=== Section Start ===

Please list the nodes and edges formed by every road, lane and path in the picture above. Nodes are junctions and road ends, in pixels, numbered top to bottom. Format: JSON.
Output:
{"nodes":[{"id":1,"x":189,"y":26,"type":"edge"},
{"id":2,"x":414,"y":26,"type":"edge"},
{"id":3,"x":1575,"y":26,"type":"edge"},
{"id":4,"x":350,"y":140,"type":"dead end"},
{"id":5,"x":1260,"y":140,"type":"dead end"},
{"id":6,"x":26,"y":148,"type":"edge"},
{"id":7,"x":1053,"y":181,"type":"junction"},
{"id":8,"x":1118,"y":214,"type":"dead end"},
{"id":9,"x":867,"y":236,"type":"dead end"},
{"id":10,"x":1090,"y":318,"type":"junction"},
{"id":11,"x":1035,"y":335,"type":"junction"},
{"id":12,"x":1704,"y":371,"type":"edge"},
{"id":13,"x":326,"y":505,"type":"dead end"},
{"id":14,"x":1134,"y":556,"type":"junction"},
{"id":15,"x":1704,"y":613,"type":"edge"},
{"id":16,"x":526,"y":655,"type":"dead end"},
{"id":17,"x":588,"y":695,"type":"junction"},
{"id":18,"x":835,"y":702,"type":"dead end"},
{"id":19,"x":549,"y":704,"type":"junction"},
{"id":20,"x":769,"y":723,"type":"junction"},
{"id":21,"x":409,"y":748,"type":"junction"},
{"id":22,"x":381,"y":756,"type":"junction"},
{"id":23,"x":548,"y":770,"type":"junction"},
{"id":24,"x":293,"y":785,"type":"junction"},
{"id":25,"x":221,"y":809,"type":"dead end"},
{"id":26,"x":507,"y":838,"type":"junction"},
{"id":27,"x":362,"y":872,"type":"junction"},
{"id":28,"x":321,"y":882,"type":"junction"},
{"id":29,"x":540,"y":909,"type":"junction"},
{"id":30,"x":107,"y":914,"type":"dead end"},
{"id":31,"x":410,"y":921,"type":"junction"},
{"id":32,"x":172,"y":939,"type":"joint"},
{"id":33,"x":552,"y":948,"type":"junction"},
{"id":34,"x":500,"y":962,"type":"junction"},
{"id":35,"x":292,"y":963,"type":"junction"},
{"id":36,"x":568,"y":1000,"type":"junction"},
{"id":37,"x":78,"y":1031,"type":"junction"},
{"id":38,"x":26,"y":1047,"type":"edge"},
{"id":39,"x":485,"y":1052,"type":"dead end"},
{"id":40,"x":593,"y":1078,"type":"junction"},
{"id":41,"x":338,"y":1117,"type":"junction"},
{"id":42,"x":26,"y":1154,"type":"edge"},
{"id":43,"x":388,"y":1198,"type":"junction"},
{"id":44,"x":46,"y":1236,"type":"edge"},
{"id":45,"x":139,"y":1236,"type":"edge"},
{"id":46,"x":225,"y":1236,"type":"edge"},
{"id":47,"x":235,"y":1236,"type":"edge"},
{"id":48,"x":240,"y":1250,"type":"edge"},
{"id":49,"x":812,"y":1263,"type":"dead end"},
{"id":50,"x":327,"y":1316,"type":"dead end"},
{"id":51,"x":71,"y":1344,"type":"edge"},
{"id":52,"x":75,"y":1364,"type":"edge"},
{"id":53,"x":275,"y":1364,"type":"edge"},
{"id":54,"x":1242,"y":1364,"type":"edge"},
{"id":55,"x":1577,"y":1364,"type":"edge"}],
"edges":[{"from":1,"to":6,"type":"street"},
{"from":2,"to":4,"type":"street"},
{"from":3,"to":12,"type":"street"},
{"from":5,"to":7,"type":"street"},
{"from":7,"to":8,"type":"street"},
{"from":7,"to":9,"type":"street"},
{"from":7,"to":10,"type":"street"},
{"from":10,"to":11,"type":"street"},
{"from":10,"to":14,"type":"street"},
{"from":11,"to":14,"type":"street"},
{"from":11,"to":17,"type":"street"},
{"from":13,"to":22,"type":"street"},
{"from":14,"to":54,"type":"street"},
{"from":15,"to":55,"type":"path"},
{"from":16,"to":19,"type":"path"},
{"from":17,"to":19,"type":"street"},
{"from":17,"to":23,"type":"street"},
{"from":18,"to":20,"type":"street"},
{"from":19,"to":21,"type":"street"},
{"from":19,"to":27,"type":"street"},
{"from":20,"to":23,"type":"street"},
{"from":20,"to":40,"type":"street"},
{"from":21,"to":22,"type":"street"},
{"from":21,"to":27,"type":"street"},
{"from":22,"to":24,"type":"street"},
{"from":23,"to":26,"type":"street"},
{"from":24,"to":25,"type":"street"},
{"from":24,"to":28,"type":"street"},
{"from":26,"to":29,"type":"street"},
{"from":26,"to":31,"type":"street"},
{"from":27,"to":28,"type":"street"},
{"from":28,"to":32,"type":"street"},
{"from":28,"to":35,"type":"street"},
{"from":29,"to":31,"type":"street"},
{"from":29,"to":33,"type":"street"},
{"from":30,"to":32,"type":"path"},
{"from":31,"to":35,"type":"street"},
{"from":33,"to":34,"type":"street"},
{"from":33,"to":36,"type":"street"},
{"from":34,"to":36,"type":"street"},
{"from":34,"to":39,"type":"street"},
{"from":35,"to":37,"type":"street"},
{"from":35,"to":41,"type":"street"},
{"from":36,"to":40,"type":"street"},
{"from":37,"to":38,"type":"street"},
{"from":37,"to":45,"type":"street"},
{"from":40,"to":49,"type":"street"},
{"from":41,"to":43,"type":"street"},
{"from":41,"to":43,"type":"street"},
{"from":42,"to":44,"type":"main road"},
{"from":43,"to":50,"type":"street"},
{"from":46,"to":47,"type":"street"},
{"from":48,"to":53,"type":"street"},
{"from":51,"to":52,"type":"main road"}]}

=== Section End ===

* _Required work_
Could you retype the whole listing above without altering a word?

* _Solution_
Please list the nodes and edges formed by every road, lane and path in the picture above. Nodes are junctions and road ends, in pixels, numbered top to bottom. Format: JSON.
Output:
{"nodes":[{"id":1,"x":189,"y":26,"type":"edge"},
{"id":2,"x":414,"y":26,"type":"edge"},
{"id":3,"x":1575,"y":26,"type":"edge"},
{"id":4,"x":350,"y":140,"type":"dead end"},
{"id":5,"x":1260,"y":140,"type":"dead end"},
{"id":6,"x":26,"y":148,"type":"edge"},
{"id":7,"x":1053,"y":181,"type":"junction"},
{"id":8,"x":1118,"y":214,"type":"dead end"},
{"id":9,"x":867,"y":236,"type":"dead end"},
{"id":10,"x":1090,"y":318,"type":"junction"},
{"id":11,"x":1035,"y":335,"type":"junction"},
{"id":12,"x":1704,"y":371,"type":"edge"},
{"id":13,"x":326,"y":505,"type":"dead end"},
{"id":14,"x":1134,"y":556,"type":"junction"},
{"id":15,"x":1704,"y":613,"type":"edge"},
{"id":16,"x":526,"y":655,"type":"dead end"},
{"id":17,"x":588,"y":695,"type":"junction"},
{"id":18,"x":835,"y":702,"type":"dead end"},
{"id":19,"x":549,"y":704,"type":"junction"},
{"id":20,"x":769,"y":723,"type":"junction"},
{"id":21,"x":409,"y":748,"type":"junction"},
{"id":22,"x":381,"y":756,"type":"junction"},
{"id":23,"x":548,"y":770,"type":"junction"},
{"id":24,"x":293,"y":785,"type":"junction"},
{"id":25,"x":221,"y":809,"type":"dead end"},
{"id":26,"x":507,"y":838,"type":"junction"},
{"id":27,"x":362,"y":872,"type":"junction"},
{"id":28,"x":321,"y":882,"type":"junction"},
{"id":29,"x":540,"y":909,"type":"junction"},
{"id":30,"x":107,"y":914,"type":"dead end"},
{"id":31,"x":410,"y":921,"type":"junction"},
{"id":32,"x":172,"y":939,"type":"joint"},
{"id":33,"x":552,"y":948,"type":"junction"},
{"id":34,"x":500,"y":962,"type":"junction"},
{"id":35,"x":292,"y":963,"type":"junction"},
{"id":36,"x":568,"y":1000,"type":"junction"},
{"id":37,"x":78,"y":1031,"type":"junction"},
{"id":38,"x":26,"y":1047,"type":"edge"},
{"id":39,"x":485,"y":1052,"type":"dead end"},
{"id":40,"x":593,"y":1078,"type":"junction"},
{"id":41,"x":338,"y":1117,"type":"junction"},
{"id":42,"x":26,"y":1154,"type":"edge"},
{"id":43,"x":388,"y":1198,"type":"junction"},
{"id":44,"x":46,"y":1236,"type":"edge"},
{"id":45,"x":139,"y":1236,"type":"edge"},
{"id":46,"x":225,"y":1236,"type":"edge"},
{"id":47,"x":235,"y":1236,"type":"edge"},
{"id":48,"x":240,"y":1250,"type":"edge"},
{"id":49,"x":812,"y":1263,"type":"dead end"},
{"id":50,"x":327,"y":1316,"type":"dead end"},
{"id":51,"x":71,"y":1344,"type":"edge"},
{"id":52,"x":75,"y":1364,"type":"edge"},
{"id":53,"x":275,"y":1364,"type":"edge"},
{"id":54,"x":1242,"y":1364,"type":"edge"},
{"id":55,"x":1577,"y":1364,"type":"edge"}],
"edges":[{"from":1,"to":6,"type":"street"},
{"from":2,"to":4,"type":"street"},
{"from":3,"to":12,"type":"street"},
{"from":5,"to":7,"type":"street"},
{"from":7,"to":8,"type":"street"},
{"from":7,"to":9,"type":"street"},
{"from":7,"to":10,"type":"street"},
{"from":10,"to":11,"type":"street"},
{"from":10,"to":14,"type":"street"},
{"from":11,"to":14,"type":"street"},
{"from":11,"to":17,"type":"street"},
{"from":13,"to":22,"type":"street"},
{"from":14,"to":54,"type":"street"},
{"from":15,"to":55,"type":"path"},
{"from":16,"to":19,"type":"path"},
{"from":17,"to":19,"type":"street"},
{"from":17,"to":23,"type":"street"},
{"from":18,"to":20,"type":"street"},
{"from":19,"to":21,"type":"street"},
{"from":19,"to":27,"type":"street"},
{"from":20,"to":23,"type":"street"},
{"from":20,"to":40,"type":"street"},
{"from":21,"to":22,"type":"street"},
{"from":21,"to":27,"type":"street"},
{"from":22,"to":24,"type":"street"},
{"from":23,"to":26,"type":"street"},
{"from":24,"to":25,"type":"street"},
{"from":24,"to":28,"type":"street"},
{"from":26,"to":29,"type":"street"},
{"from":26,"to":31,"type":"street"},
{"from":27,"to":28,"type":"street"},
{"from":28,"to":32,"type":"street"},
{"from":28,"to":35,"type":"street"},
{"from":29,"to":31,"type":"street"},
{"from":29,"to":33,"type":"street"},
{"from":30,"to":32,"type":"path"},
{"from":31,"to":35,"type":"street"},
{"from":33,"to":34,"type":"street"},
{"from":33,"to":36,"type":"street"},
{"from":34,"to":36,"type":"street"},
{"from":34,"to":39,"type":"street"},
{"from":35,"to":37,"type":"street"},
{"from":35,"to":41,"type":"street"},
{"from":36,"to":40,"type":"street"},
{"from":37,"to":38,"type":"street"},
{"from":37,"to":45,"type":"street"},
{"from":40,"to":49,"type":"street"},
{"from":41,"to":43,"type":"street"},
{"from":41,"to":43,"type":"street"},
{"from":42,"to":44,"type":"main road"},
{"from":43,"to":50,"type":"street"},
{"from":46,"to":47,"type":"street"},
{"from":48,"to":53,"type":"street"},
{"from":51,"to":52,"type":"main road"}]}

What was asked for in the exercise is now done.